The Use and Value of the Showing

Over the past couple weeks I saw showings at Velocity Dance Center from two prominent local dance groups (zoe | juniper and The YC). I’m nowadays averse to writing anything resembling a review about a showing because by definition it is a work in progress, and publicly airing an opinion on that work in progress serves more to undermine the work than improve it. If an artist wants my feedback on a work in development, typically their best bet is to solicit that advice off the record. (I will say that I did enjoy both showings)

I go back to a previous point: Once you are charging an audience admission for the explicit purpose of seeing a show, the game changes and your work becomes subject to the scrutiny of interpretation. The zoe | juniper showing was free. While the YC solicited pay-what-you-will donations at the door, the event was more of a gathering/party than for the showing that took place therein. It’s a formula Kate Wallich has utilized before (she also presented a piece called Smoosh, a precursor to this most recent presentation, as part of a larger Cornish art gallery party), and a formula I support.

I like the idea of showings for larger, abstract works in progress, and realize it can be difficult to get an audience beyond your inner circle for a showing, but to offer the showing as part of a larger community-oriented event (especially if the event is in part a fundraiser) fosters goodwill and widens your reach for said showing.

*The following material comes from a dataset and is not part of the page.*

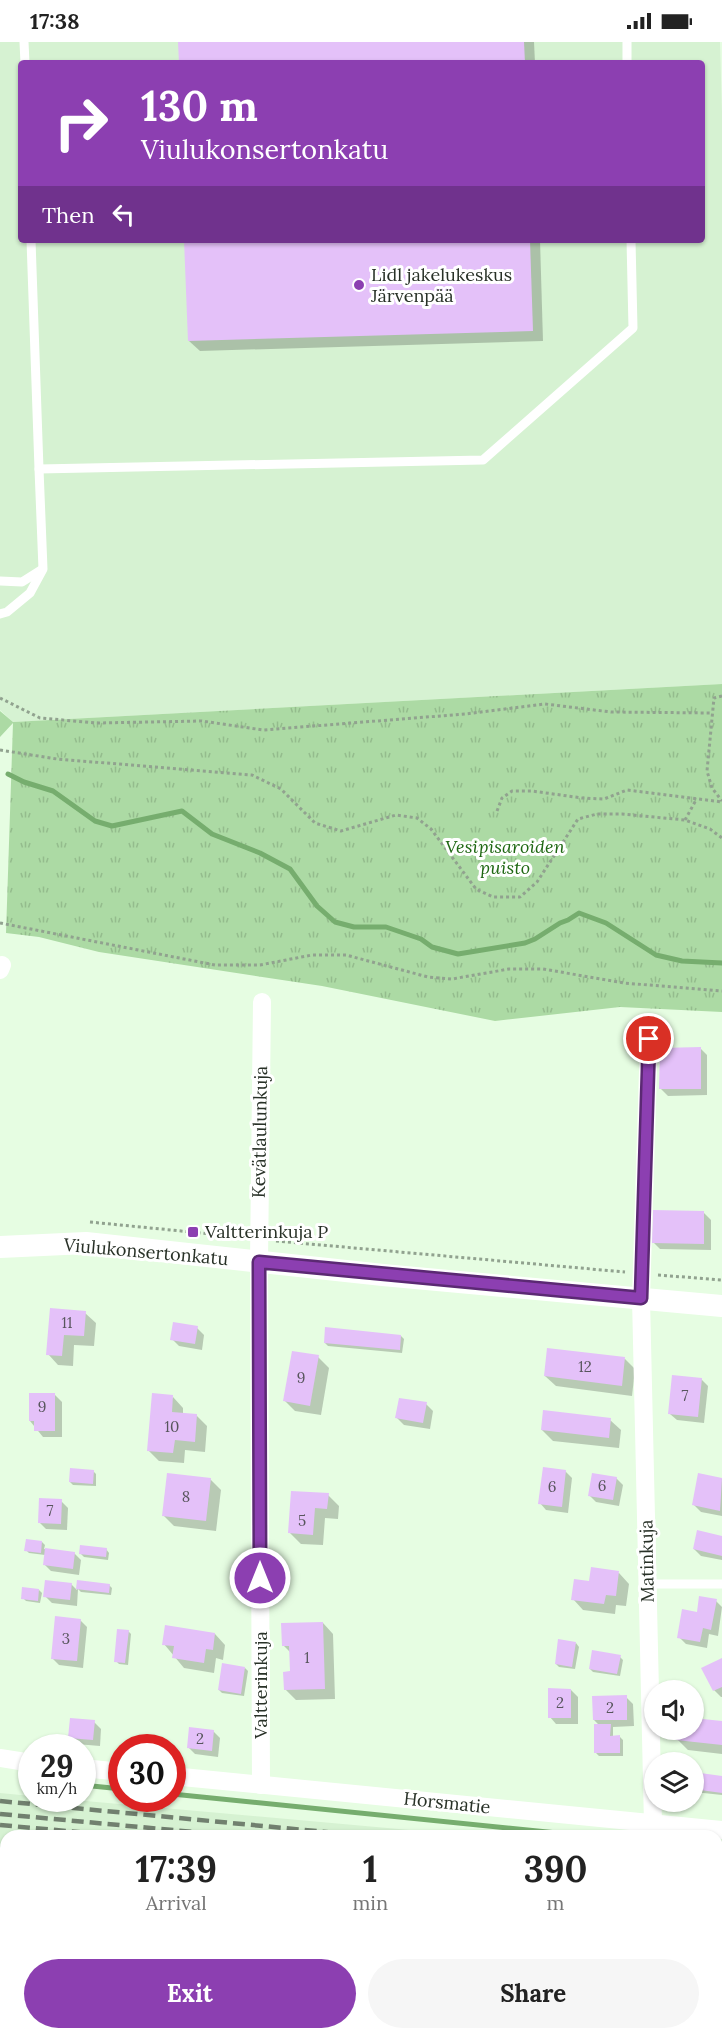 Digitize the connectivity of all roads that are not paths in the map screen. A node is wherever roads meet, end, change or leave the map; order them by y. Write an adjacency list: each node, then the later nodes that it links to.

George Lewis once told me, “There’s nothing like a deadline.” A show itself is a deadline, but you court disaster when your full length piece’s first real test is when you’re presenting it for a paying audience. A showing offers your material a deadline with a softer landing, plus gives you the luxury of presenting partial or incomplete material. As long as the showing is taken as seriously as a show, it can be very helpful.

On the flip side, this is a friendlier route for dance than it is for theatre. Dance’s generally abstract approach lengthens the stale-date for presented material compared to more contextual dramatic theatre. The YC and zoe | juniper, for any additions and changes, can do the same choreography in their final show months from now and it will still look fresh to audiences that recently saw the current product. Audiences only retain a general memory of what they previously saw when that product is based in aesthetic and abstract elements.

Conversely, if you do a scripted showing now, then do a slightly revised and expanded final version of that scripted show the following year, viewers who see both will more distinctly remember the material they previously saw, and the final product may come across as a re-run of sorts… even though the final product is the one you most want to be taken seriously. They will remember the context and key lines even if they don’t remember the exact words. But your exact words will jog their memory and they’ll know what’s coming next. The suspense and surprise is gone. Never minding the challenge of making an emotional moment you’ve gone through 100 times fresh and real, it can be really hard to surprise and impact an audience full of people that have previously seen large bits and pieces of the work you are showing them in a ticketed theatrical presentation.

(This is also one reason of many that I am not a fan of the default theatre approach of reproducing old plays. But that’s another subject for another time.)

As an artist, I can still derive value out of seeing the same work or recycled work again. I remain fascinated in how you get to point B and other nuances. But a more casual patron may not be as fascinated with knowing how the story ends.

******

That said, the theatre artist has a lot to gain from showings, while walking that fine line between presenting too much too soon and making sure to present enough that they get the needed feedback, not necessarily audience opinion but a gauge of audience reaction and how it feels presenting it to said audience.

The Satori Group is an example of effective showing. They showed a small, entertaining opening scene from the play Fabulous Prizes in a works-in-progress showing before soliciting audience feedback (of which they got a copious amount). The final product months later included that opening scene with no more than slight revisions but the rest of the play, which evolved and diverged significantly from that scene, was unseen and brand new to those same audiences. The feedback played a helpful role in crafting the rest of the play. Even if you remembered that first scene well, you did not know what would happen in the rest of the play.

******

It’s here where I can see the prime argument for utilizing a director. The director in effect provides a helpful, ongoing audience for the work, albeit one that gives direct feedback and assists in construction and refinement. The risks I previously discussed remain: The director actively steers a work in progress and a director can easily steer the work away from what you’re seeking as a creator. The director is, after all, a different perspective, and your vision is not the director’s vision.

In collaboration this difference in perspective is not only fine but essential. In personal vision, creation and composition this is a compromise. If you’re trying to explore and investigate new ground in your work this can completely undermine that movement unless you and the director are creative and psychological yin and yang.